God is light (1 John 1:5), the Father of lights (James 1:17); he dwells in light (1Timothy 6:16) and he clothes himself with it. The residence of his glory is in the highest heaven and that light was the light that he created the first day (Genesis 1:3).

He stretches out the heavens like a curtain. So he did in the beginning, when he made the firmament, which in the Hebrew means expanded, or stretched out, (Genesis 1:7). He made it to divide the waters and the land from the firmament. The regions of the air are stretched out about the earth, like a blanket about a bed, to keep it warm and drawn between us and the upper world. The vastness of his habitation may lead us to consider how great, how very great, he is, I AM, that fills heaven and earth. And yet, He looks down, looking about and caring about the affairs of man. He is not so taken up with the glories of his court as to neglect even the remotest of his territories and the people in them.

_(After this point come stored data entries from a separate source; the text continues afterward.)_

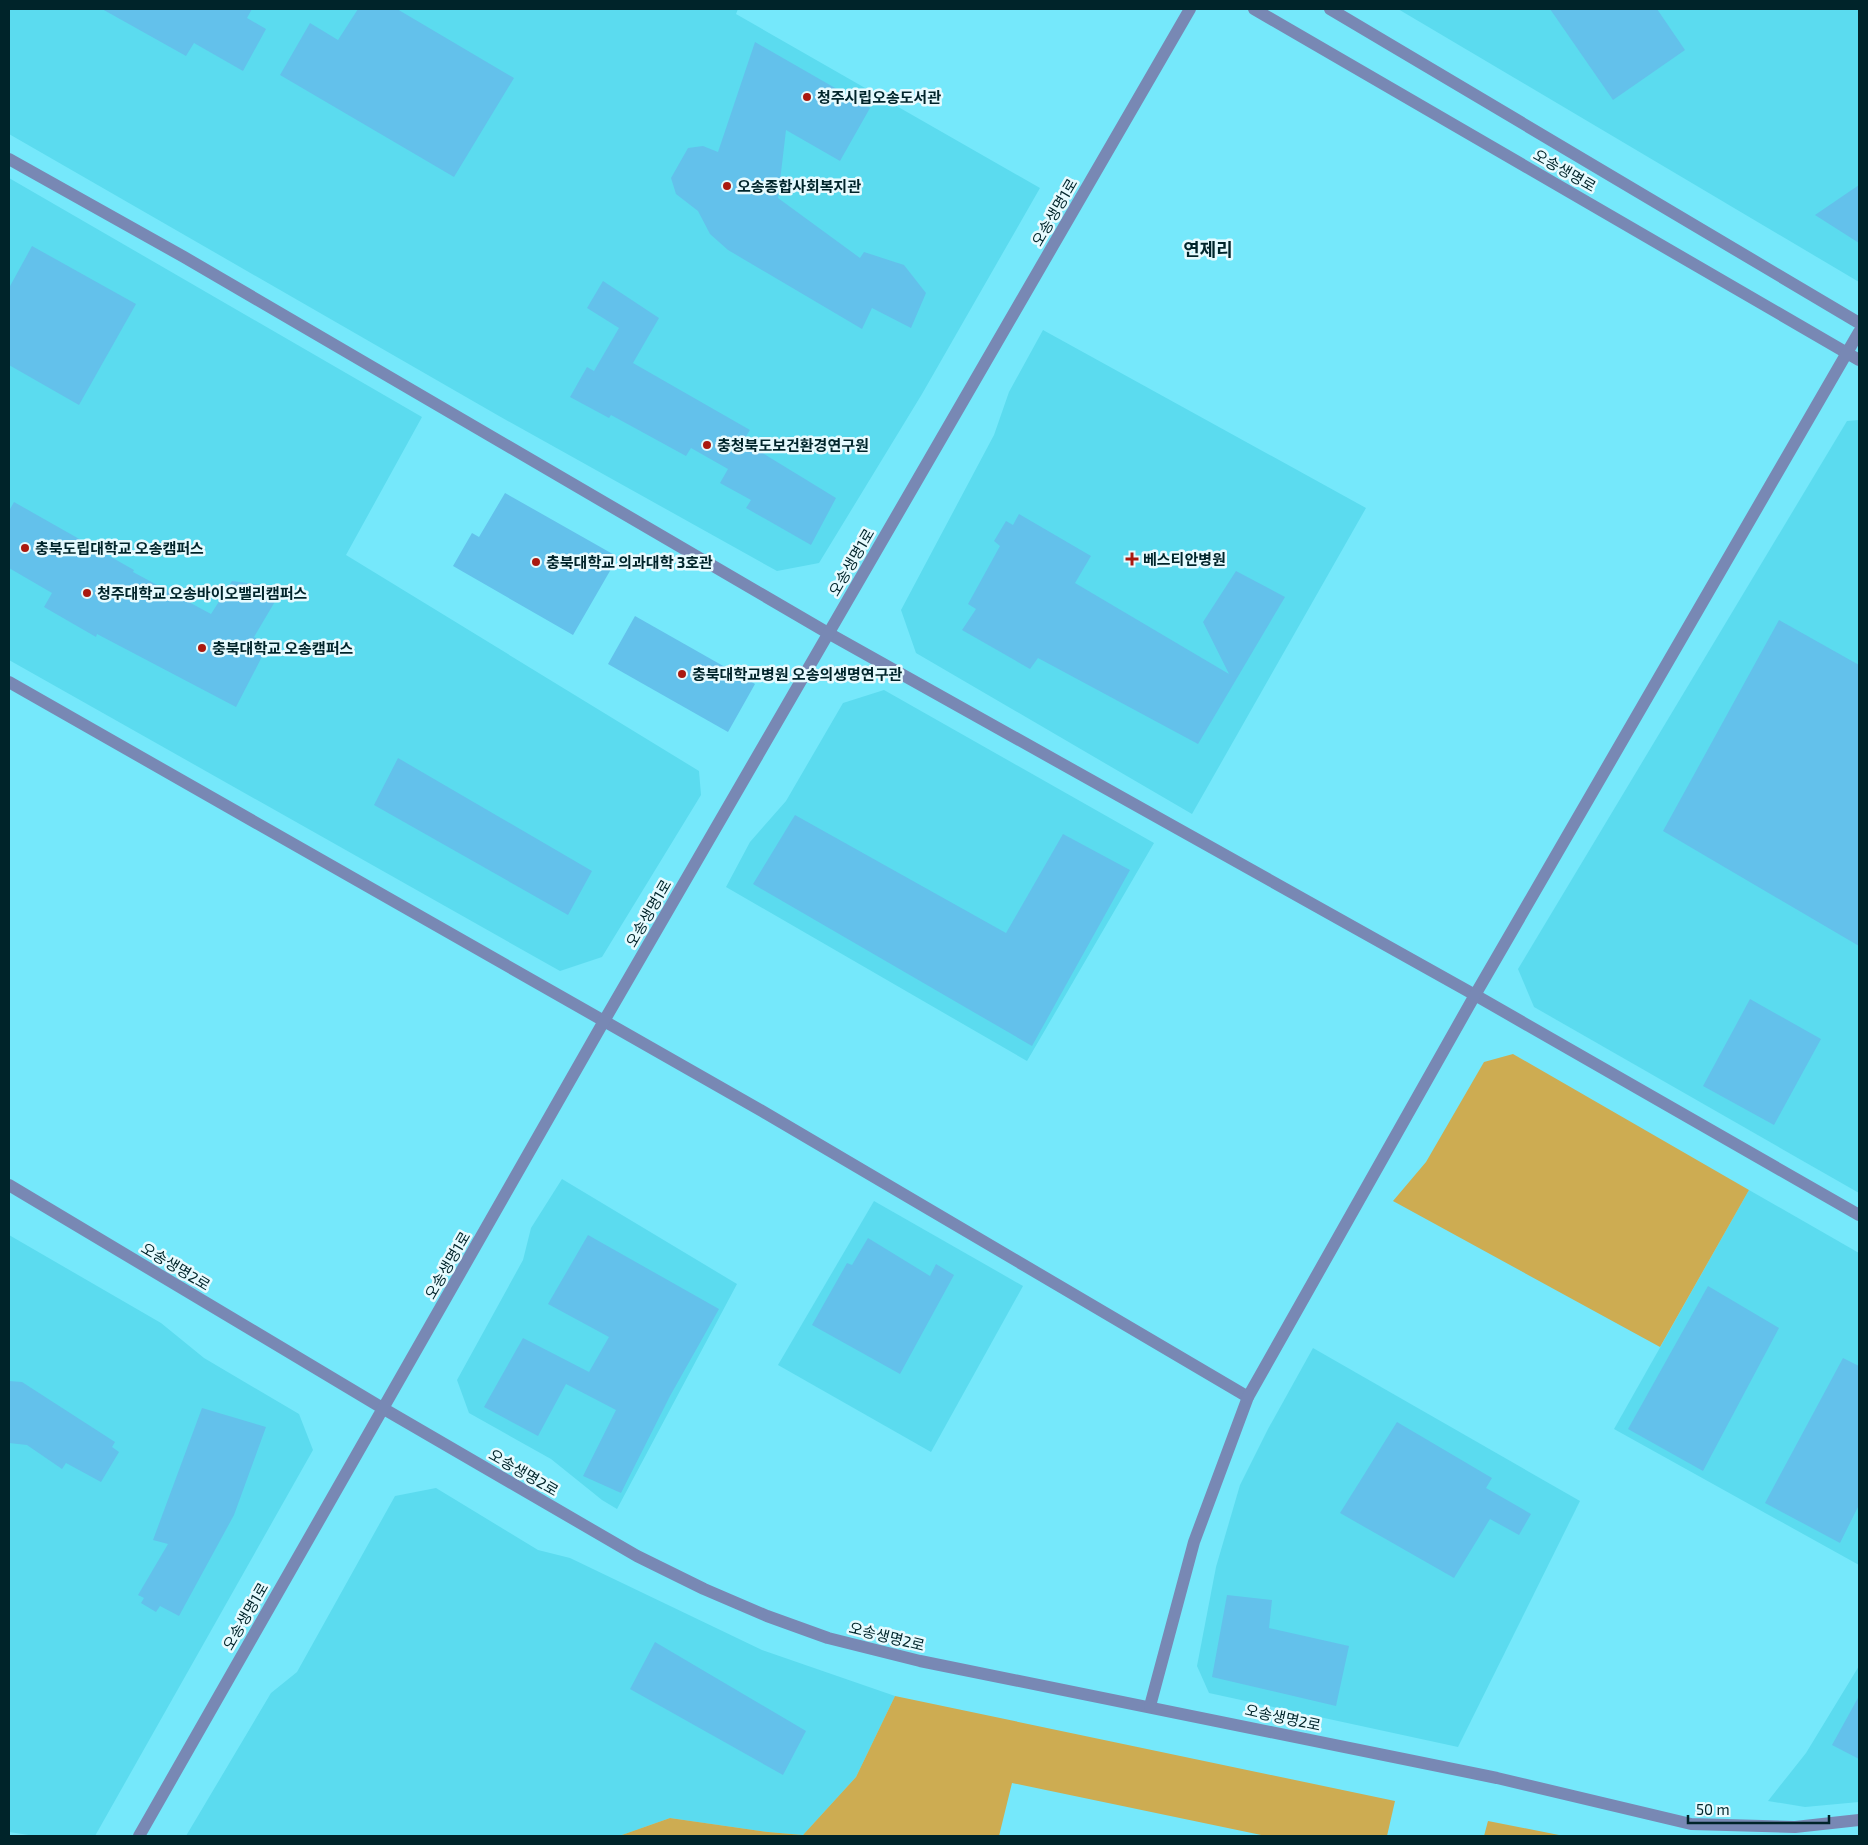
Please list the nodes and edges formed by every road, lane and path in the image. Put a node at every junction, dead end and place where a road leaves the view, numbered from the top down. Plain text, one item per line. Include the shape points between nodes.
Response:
1 (1190, 9) edge
2 (1254, 9) edge
3 (1330, 9) edge
4 (9, 159) edge
5 (1859, 323) edge
6 (1859, 332) edge
7 (1854, 357) edge
8 (828, 633) junction
9 (9, 682) edge
10 (1475, 994) junction
11 (604, 1021) junction
12 (9, 1185) edge
13 (1859, 1214) edge
14 (1248, 1397) junction
15 (384, 1409) junction
16 (1150, 1706) junction
17 (1859, 1820) edge
18 (139, 1836) edge

1 - 8 street, 오송생명1로
2 - 7 street, 오송생명로
3 - 5 street, 오송생명로
4 - 8 street via 184,257
6 - 7 street
7 - 10 street
8 - 10 street
8 - 11 street, 오송생명1로
9 - 11 street
10 - 13 street
10 - 14 street
11 - 14 street
11 - 15 street, 오송생명1로
12 - 15 street, 오송생명2로
14 - 16 street via 1194,1542
15 - 16 street, 오송생명2로 via 636,1556 767,1616 828,1638 920,1661
15 - 18 street, 오송생명1로
16 - 17 street, 오송생명2로 via 1497,1778 1691,1824 1795,1827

“Are not five sparrows sold for two pennies? And not one of them is forgotten before God. Why, even the hairs of your head are all numbered. Fear not; you are of more value than many sparrows” (Luke 12: 6-7).

He lays the beams of his chambers on the waters; he makes the clouds his chariot; he rides on the wings of the wind. God is not tied to the laws of physics as we are and his dwelling place can be on the waters. Though air and water are fluid bodies, yet, by divine power, they are kept as tight and as firm as a chamber with beams and rafters

“…He hangs the earth on nothing. He binds up the waters in his thick clouds, and the cloud is not split open under them. He covers his throne behind a cloud” (Job 26: 7b-9).

Who are you God? He says,

“I AM”. I am he whose presence and holy dwelling is in the clouds. I ride on the wind and clouds as a chariot.

I AM. “I made darkness my covering, my canopy around me, thick clouds dark with water” (Psalms 18: 14).

I AM. “I am the Alpha and the Omega, the first and the last, the beginning and the end” (Revelation 22: 13).

I AM. “I am the Alpha and the Omega,” says the Lord God, “who is and who was and who is to come, the Almighty” (Revelation 1: 8).

I AM. “Everything is finished! I am Alpha and Omega, the beginning and the end. I will freely give water from the life-giving fountain to everyone who is thirsty” (Revelation 21: 6).